Thomas Cook To Enter Russian Tourism Market In 2010
LONDON (Dow Jones)–U.K.-based travel firm Thomas Cook Group PLC (TCG.LN) and rival TUI Travel PLC (TT.LN) are both targeting Russia and China for expansion as their markets in Western Europe stagnate during the economic downturn.
Reporting higher revenues and earnings for its latest fiscal year Monday, Thomas Cook said it expects to enter the Russian tourism market with a bolt-on acquisition by the first quarter of 2010. Chief Executive Manny Fontenla-Novoa said the company is currently undertaking due diligence on an unnamed Russian company, which also has retail operations.
“This is not a huge deal, its sort of double figures (in million pounds), rather than three figures”, he said.
Thomas Cook’s focus on Russia comes after rival TUI Travel said earlier this year it was also targeting Russia for expansion. In April, it announced a joint venture with S-Group Capital Management Ltd. to develop its Russian and Commonwealth of Independent States leisure tourism presence, and in September said it was looking for acquisitions in emerging markets with a focus on Russia and CIS.
“We are particularly encouraged by the opportunities in Russia and China, which are expected to become two of the largest travel markets within the next few years,” Thomas Cook said. The group is yet to enter the Chinese tourism market.
Thomas Cook said Monday that trading has strengthened in its major markets since September. Its main markets are currently the U.K., the Nordics, Germany, France, the Netherlands and Belgium. It also has operations in Eastern Europe, but a push into Russia and CIS would mark a significant move to the east.

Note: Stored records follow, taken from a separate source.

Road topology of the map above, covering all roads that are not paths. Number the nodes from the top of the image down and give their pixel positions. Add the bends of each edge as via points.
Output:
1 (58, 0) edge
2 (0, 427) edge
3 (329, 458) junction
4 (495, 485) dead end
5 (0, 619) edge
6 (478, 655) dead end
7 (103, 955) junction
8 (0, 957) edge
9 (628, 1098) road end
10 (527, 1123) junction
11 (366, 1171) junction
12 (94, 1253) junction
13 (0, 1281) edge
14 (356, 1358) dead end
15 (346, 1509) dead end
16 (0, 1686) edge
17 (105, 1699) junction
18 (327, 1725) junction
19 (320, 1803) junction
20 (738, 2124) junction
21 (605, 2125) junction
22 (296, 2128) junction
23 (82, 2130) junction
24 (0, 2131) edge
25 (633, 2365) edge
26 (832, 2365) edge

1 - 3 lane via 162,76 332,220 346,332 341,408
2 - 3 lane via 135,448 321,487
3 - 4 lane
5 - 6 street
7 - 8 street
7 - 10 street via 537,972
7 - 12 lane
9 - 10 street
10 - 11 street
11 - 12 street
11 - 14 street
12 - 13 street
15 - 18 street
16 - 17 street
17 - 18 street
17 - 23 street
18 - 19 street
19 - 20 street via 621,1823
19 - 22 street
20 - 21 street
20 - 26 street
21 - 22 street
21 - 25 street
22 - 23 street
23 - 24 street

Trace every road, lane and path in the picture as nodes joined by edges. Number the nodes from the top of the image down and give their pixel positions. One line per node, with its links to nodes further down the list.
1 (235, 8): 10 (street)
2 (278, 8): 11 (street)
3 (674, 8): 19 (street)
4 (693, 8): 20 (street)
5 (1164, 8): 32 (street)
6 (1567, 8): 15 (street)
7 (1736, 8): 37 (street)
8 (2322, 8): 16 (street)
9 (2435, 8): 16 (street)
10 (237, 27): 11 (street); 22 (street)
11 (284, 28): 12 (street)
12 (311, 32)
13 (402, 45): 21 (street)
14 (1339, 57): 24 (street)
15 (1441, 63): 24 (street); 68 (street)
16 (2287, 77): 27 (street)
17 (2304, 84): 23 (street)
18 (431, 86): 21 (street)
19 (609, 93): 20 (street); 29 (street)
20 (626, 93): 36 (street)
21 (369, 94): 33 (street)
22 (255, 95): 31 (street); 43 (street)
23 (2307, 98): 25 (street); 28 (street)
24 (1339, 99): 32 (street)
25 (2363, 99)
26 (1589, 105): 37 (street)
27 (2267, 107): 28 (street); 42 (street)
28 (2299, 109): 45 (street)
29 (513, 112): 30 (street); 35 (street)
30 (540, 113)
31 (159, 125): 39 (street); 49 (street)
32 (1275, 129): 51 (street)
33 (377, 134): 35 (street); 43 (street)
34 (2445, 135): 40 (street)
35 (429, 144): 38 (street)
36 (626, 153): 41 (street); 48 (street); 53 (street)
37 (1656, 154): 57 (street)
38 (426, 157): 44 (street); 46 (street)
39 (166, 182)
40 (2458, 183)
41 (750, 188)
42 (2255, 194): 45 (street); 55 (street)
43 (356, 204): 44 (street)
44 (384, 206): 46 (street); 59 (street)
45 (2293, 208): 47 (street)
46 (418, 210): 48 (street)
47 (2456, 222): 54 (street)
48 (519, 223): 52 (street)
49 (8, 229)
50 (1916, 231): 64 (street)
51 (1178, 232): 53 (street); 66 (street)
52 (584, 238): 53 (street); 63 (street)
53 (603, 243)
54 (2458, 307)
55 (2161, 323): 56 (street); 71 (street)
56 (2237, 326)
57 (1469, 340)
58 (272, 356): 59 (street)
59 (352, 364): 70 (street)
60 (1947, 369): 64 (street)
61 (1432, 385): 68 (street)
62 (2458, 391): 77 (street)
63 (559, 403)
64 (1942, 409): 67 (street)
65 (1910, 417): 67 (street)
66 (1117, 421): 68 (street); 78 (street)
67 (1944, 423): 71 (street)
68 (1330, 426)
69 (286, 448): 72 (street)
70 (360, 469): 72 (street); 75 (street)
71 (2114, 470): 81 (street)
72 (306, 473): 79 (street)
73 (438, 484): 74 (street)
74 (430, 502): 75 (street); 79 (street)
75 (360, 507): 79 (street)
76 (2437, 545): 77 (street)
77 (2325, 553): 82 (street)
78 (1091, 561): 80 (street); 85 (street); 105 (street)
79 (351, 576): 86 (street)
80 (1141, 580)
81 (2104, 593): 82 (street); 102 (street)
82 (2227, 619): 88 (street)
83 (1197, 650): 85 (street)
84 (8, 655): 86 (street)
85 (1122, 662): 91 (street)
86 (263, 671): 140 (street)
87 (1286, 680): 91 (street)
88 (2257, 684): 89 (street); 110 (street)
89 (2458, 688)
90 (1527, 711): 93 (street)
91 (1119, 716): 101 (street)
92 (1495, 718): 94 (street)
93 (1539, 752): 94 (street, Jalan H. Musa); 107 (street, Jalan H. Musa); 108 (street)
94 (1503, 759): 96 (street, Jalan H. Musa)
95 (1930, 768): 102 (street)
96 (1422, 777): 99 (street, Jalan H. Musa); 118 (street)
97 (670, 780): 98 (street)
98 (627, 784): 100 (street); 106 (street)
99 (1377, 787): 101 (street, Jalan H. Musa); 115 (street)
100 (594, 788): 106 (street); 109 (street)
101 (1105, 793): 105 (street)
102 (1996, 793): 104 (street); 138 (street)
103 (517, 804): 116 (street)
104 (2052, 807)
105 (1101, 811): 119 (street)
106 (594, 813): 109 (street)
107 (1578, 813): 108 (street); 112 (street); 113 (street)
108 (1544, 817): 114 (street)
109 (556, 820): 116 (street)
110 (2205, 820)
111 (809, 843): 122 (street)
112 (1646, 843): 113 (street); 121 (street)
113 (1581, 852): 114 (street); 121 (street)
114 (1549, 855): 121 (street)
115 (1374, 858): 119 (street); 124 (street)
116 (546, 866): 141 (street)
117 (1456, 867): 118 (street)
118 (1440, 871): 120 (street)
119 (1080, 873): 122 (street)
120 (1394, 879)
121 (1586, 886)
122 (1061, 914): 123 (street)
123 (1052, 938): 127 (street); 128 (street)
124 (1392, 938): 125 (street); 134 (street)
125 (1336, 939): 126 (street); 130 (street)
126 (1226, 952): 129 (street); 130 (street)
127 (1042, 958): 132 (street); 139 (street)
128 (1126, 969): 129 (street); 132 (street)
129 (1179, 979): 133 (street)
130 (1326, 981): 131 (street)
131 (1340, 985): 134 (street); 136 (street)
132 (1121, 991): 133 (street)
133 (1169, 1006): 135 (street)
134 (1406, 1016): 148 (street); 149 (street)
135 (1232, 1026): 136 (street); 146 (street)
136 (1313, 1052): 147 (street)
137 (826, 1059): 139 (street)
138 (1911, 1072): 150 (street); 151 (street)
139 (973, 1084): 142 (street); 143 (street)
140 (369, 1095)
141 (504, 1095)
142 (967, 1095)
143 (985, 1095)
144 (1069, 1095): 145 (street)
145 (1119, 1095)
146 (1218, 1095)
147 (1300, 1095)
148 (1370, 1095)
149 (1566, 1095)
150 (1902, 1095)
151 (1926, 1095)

U.K. travel companies have proved resilient during the downturn. They’ve experienced some weakening in demand and customers are booking later than normal, but they’ve kept up prices and protected margins by reducing the number of holidays available.
While the late booking trend is still evident, Thomas Cook said its winter trading position “continues to improve and trend towards our planned capacity.”
“It is still early in the summer booking cycle, however we are confident we can manage trading in line with demand,” the company added.
Excluding exceptional items, earnings before interest and tax–the key figure tracked by U.K. analysts–rose 13% to GBP414.9 million in the year ended Sept. 30, beating market expectations of GBP403 million. That compares with a proforma figure of GBP365.9 million a year earlier.
Net profit rose 46% to GBP15.8 million from a proforma GBP10.8 million, driven by an increase in revenue and lower finance costs.
Annual revenue rose 5.9% to GBP9.27 billion, broadly in line with expectations of GBP9.29 billion, after the company increased the price of some holidays and sterling’s weakness boosted revenues from outside the U.K. That compares with a proforma GBP8.75 billion a year ago.
Thomas Cook has restated its fiscal 2008 results because of a change to its year end.
In August, Thomas Cook said it will meet its fiscal 2009 targets despite a widened loss for the first nine months of the year. But the group warned that it won’t make the GBP480 million in EBIT it had targeted for fiscal 2010 because of the industry downturn.
Since then, market consensus has fallen to around GBP420 million for fiscal 2010, CEO Fontenla-Novoa said.
Thomas Cook’s strong results and good start to the new financial year was well received by the market. After initially rising more than 4% at the start of trade on the London Stock Exchange, the shares were up 1 pence, or 0.5% at 217 pence in a lower London market. TUI Travel, which is scheduled to report its fiscal 2009 results Tuesday, was up 6 pence, or 2.6% at 250 pence.
Thomas Cook said its financial position remains “robust” following speculation that it will have to raise capital to pay down debt. “Our bank facility of EUR1.8 billion does not expire until May 2011 and we plan to refinance this by summer 2010,” Thomas Cook said.
Its net debt more than doubled to GBP675.3 million at the end of September from GBP292 million a year earlier because of the completion of its share buy back program, acquisition payments as well as costs related to integration and restructuring initiatives.
Signalling its confidence, it declared a final dividend of 7.0 pence a share, up slightly from 6.5 pence a year earlier. That takes the total for the year to 10.75 pence, up 10% from 9.75 pence a year earlier.